Regional banks: Banking regulators have been largely mute regarding major regional banks. But several are also at risk of failure, including Compass Bank (Alabama), Fifth Third (Michigan), Huntington (Ohio), and E*Trade Bank (Virginia). Primary reason: Massive losses in commercial real estate loans.

Smaller banks: On its “Problem List,” the FDIC reports only 252 institutions with assets of $159 billion. In contrast, our list of at-risk institutions includes 1,816 banks and thrifts with $4.67 trillion in assets. That’s seven times the number of institutions and 29 times more assets at risk than the FDIC admits.


the regulators have an agenda: Instead of protecting the people from bank failures, they’re trying harder than ever to protect failed banks from the people.
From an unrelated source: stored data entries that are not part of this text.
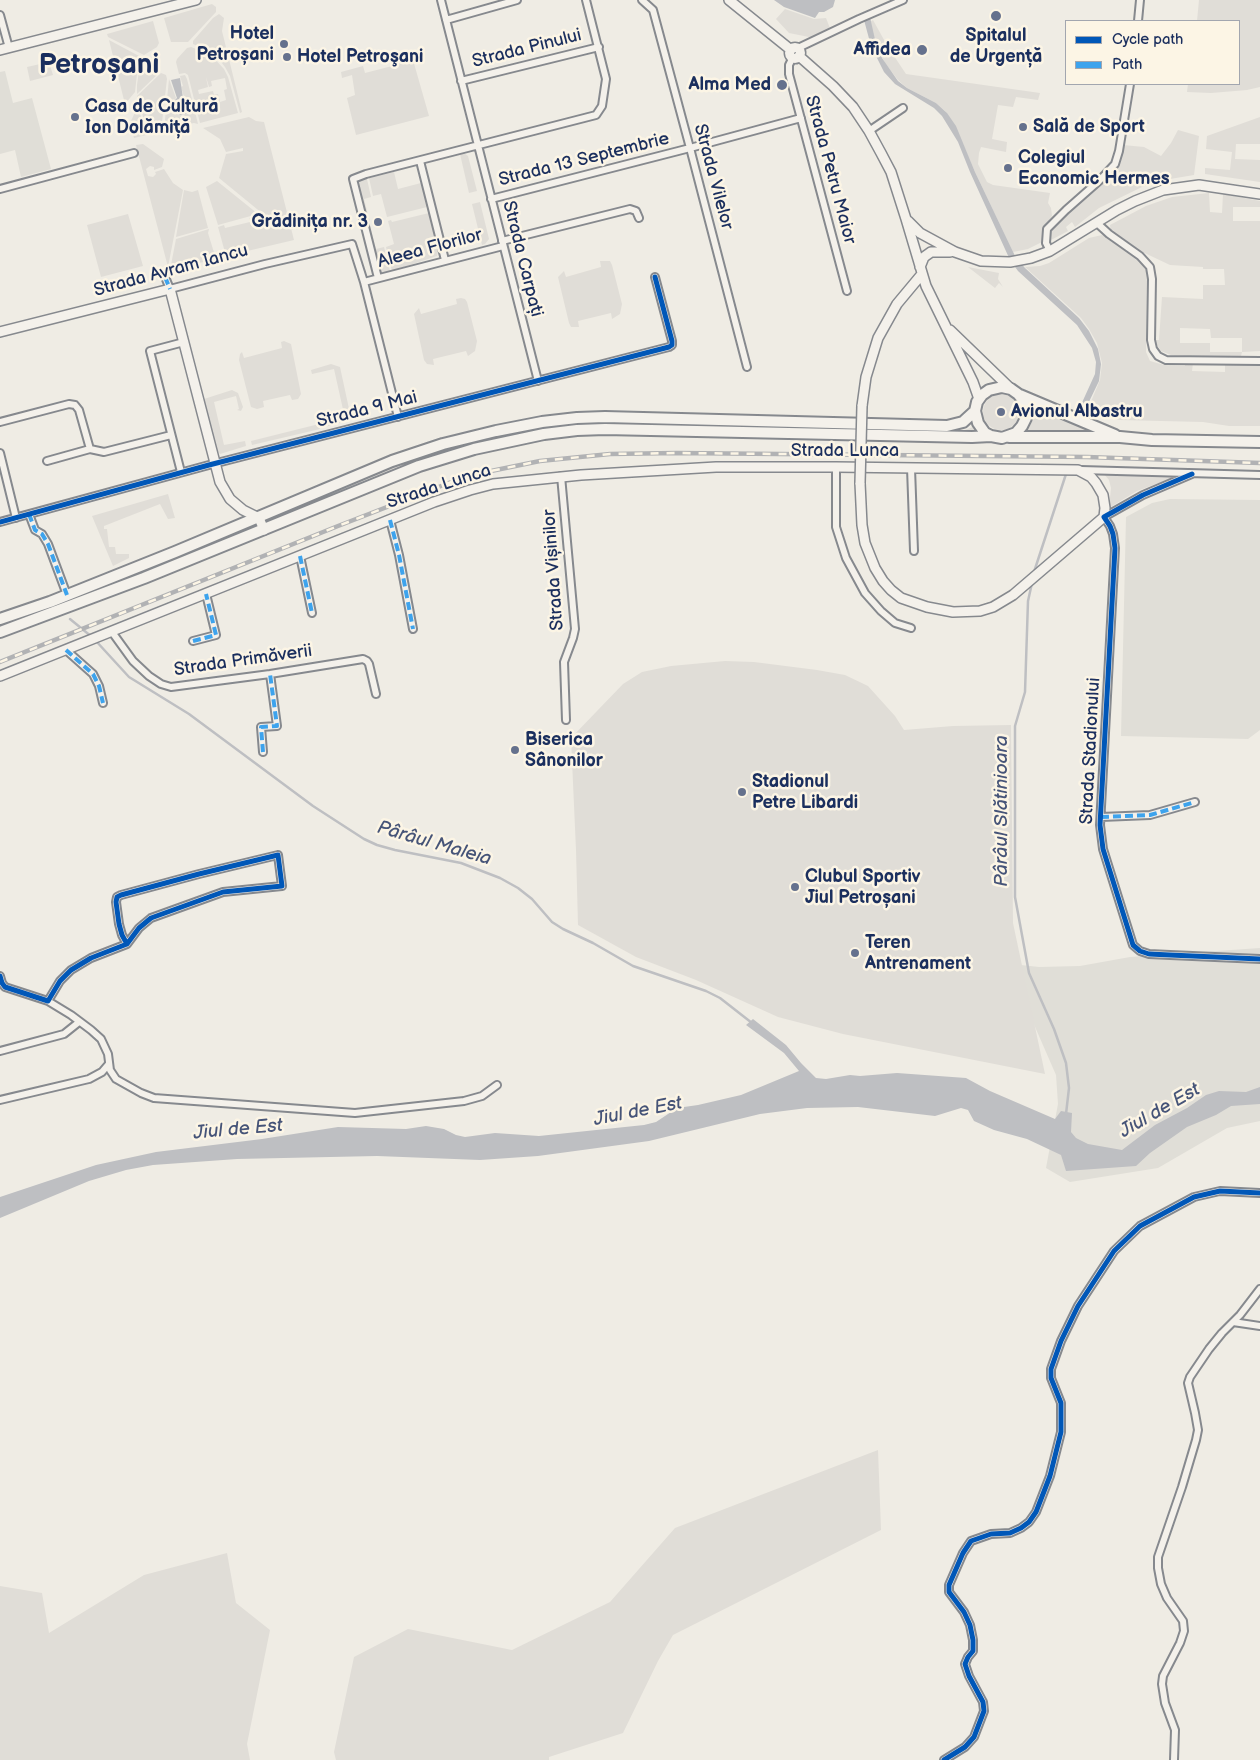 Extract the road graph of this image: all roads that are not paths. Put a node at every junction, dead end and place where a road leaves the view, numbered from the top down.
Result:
1 (196, 0) edge
2 (441, 0) edge
3 (517, 0) edge
4 (586, 0) edge
5 (642, 0) edge
6 (729, 0) edge
7 (903, 0) edge
8 (1140, 0) edge
9 (0, 15) edge
10 (446, 20) junction
11 (1138, 20) edge
12 (599, 47) junction
13 (5, 49) edge
14 (795, 53) junction
15 (461, 81) junction
16 (1130, 85) edge
17 (903, 108) dead end
18 (800, 118) junction
19 (869, 130) junction
20 (478, 146) junction
21 (690, 148) junction
22 (134, 153) dead end
23 (420, 160) junction
24 (0, 190) edge
25 (1260, 194) edge
26 (492, 199) junction
27 (639, 218) dead end
28 (906, 219) junction
29 (1097, 223) junction
30 (503, 243) junction
31 (352, 244) joint
32 (1050, 251) junction
33 (955, 252) junction
34 (445, 260) junction
35 (921, 271) junction
36 (165, 277) dead end
37 (656, 277) dead end
38 (378, 278) junction
39 (364, 282) junction
40 (170, 289) junction
41 (847, 291) dead end
42 (946, 326) junction
43 (0, 332) edge
44 (184, 342) junction
45 (380, 347) joint
46 (1260, 361) edge
47 (747, 367) dead end
48 (538, 381) junction
49 (1015, 391) junction
50 (979, 399) junction
51 (975, 411) junction
52 (398, 417) junction
53 (0, 422) edge
54 (172, 435) junction
55 (991, 436) junction
56 (1008, 437) junction
57 (1120, 438) junction
58 (1260, 442) edge
59 (90, 449) junction
60 (0, 453) edge
61 (47, 461) dead end
62 (216, 463) junction
63 (836, 466) junction
64 (911, 468) junction
65 (1078, 470) junction
66 (181, 472) junction
67 (1192, 474) junction
68 (1260, 475) edge
69 (561, 476) junction
70 (30, 514) junction
71 (1104, 517) junction
72 (16, 518) junction
73 (259, 518) junction
74 (390, 520) junction
75 (0, 522) edge
76 (264, 530) junction
77 (914, 551) dead end
78 (175, 552) junction
79 (300, 556) junction
80 (180, 564) junction
81 (139, 566) junction
82 (144, 578) junction
83 (108, 579) junction
84 (112, 591) junction
85 (68, 594) junction
86 (206, 594) junction
87 (75, 605) junction
88 (312, 613) dead end
89 (0, 619) edge
90 (911, 628) dead end
91 (413, 629) dead end
92 (0, 632) edge
93 (112, 632) junction
94 (193, 641) dead end
95 (66, 650) junction
96 (270, 674) junction
97 (0, 676) edge
98 (376, 694) dead end
99 (103, 703) dead end
100 (566, 720) dead end
101 (263, 752) dead end
102 (1195, 802) dead end
103 (1101, 817) junction
104 (127, 944) junction
105 (1260, 959) edge
106 (0, 976) edge
107 (2, 986) edge
108 (48, 1002) junction
109 (79, 1022) junction
110 (0, 1051) edge
111 (108, 1065) junction
112 (497, 1085) dead end
113 (0, 1100) edge
114 (1260, 1193) edge
115 (1260, 1289) edge
116 (1232, 1322) junction
117 (1260, 1326) edge
118 (944, 1760) edge
119 (1174, 1760) edge

1 - 13 main road
2 - 10 street, Strada Carpați
3 - 10 street
4 - 12 street
5 - 21 street, Strada Vilelor
6 - 14 main road
7 - 14 street
8 - 11 street
9 - 13 street
10 - 15 street, Strada Carpați
12 - 15 street, Strada Pinului
12 - 20 street
14 - 18 street, Strada Petru Maior
14 - 19 main road
15 - 20 street, Strada Carpați
16 - 32 street
17 - 19 street
18 - 21 street, Strada 13 Septembrie
18 - 41 street, Strada Petru Maior
19 - 28 main road
20 - 23 street
20 - 26 street, Strada Carpați
21 - 26 street, Strada 13 Septembrie
21 - 47 street, Strada Vilelor
22 - 24 street
23 - 34 street
23 - 38 street
25 - 29 main road
26 - 30 street, Strada Carpați
27 - 30 street, Aleea Florilor
28 - 33 main road
28 - 35 main road
29 - 32 main road
29 - 46 street
30 - 34 street, Aleea Florilor
30 - 48 street, Strada Carpați
31 - 39 street, Aleea Florilor
31 - 40 street, Strada Avram Iancu
32 - 33 main road
33 - 35 main road
34 - 38 street, Aleea Florilor
35 - 42 main road
35 - 71 main road, bridge
36 - 40 street
37 - 48 street, Strada 9 Mai
38 - 39 street, Aleea Florilor
39 - 45 street, Aleea Florilor
40 - 43 main road, Strada Avram Iancu
40 - 44 main road
42 - 49 main road
42 - 50 main road
44 - 54 street
44 - 62 main road
45 - 52 street, Strada 9 Mai
48 - 52 street, Strada 9 Mai
49 - 50 main road
49 - 56 main road
49 - 57 main road
50 - 51 main road
51 - 55 main road
51 - 73 main road
52 - 62 street, Strada 9 Mai
53 - 59 street
54 - 59 street
54 - 66 street
55 - 56 main road
55 - 76 main road
56 - 57 main road
57 - 58 main road
59 - 61 street
60 - 72 street
62 - 66 street, Strada 9 Mai
62 - 73 main road
63 - 64 main road, Strada Lunca
63 - 69 main road, Strada Lunca
63 - 90 street
64 - 65 main road, Strada Lunca
64 - 77 street, Strada Lunca
65 - 67 street, Strada Lunca
65 - 71 main road
66 - 70 street, Strada 9 Mai
67 - 68 street, Strada Lunca
67 - 71 street
69 - 74 main road, Strada Lunca
69 - 100 street, Strada Vișinilor
70 - 72 street, Strada 9 Mai
70 - 85 street
71 - 103 street, Strada Stadionului
72 - 75 street, Strada 9 Mai
73 - 76 main road
73 - 78 main road
74 - 79 main road, Strada Lunca
74 - 91 street
76 - 80 main road
78 - 80 main road
78 - 81 main road
79 - 86 main road, Strada Lunca
79 - 88 street
80 - 82 main road
81 - 82 main road
81 - 83 main road
82 - 84 main road
83 - 84 main road
83 - 85 main road
84 - 87 main road
85 - 87 main road
85 - 89 main road
86 - 93 main road, Strada Lunca
86 - 94 street
87 - 92 main road
93 - 95 main road, Strada Lunca
93 - 96 street, Strada Primăverii
95 - 97 main road, Strada Lunca
95 - 99 street
96 - 98 street, Strada Primăverii
96 - 101 street
102 - 103 street
103 - 105 street, Strada Stadionului
104 - 104 street
104 - 108 street
106 - 107 street
107 - 108 street
108 - 109 street
109 - 110 street
109 - 111 street
111 - 112 street
111 - 113 street
114 - 118 street
115 - 116 street
116 - 117 street
116 - 119 street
Specifically …

* They have forever hidden the names of the banks on the FDIC’s “Problem List,” making it almost impossible for average consumers to get prior warnings of troubles.


* They have never disclosed their own official ratings of the banks — the CAMELS ratings — making it difficult for the public to find safe institutions they can trust.


* They have religiously underestimated — or understated — the depth and breadth of the debt crisis.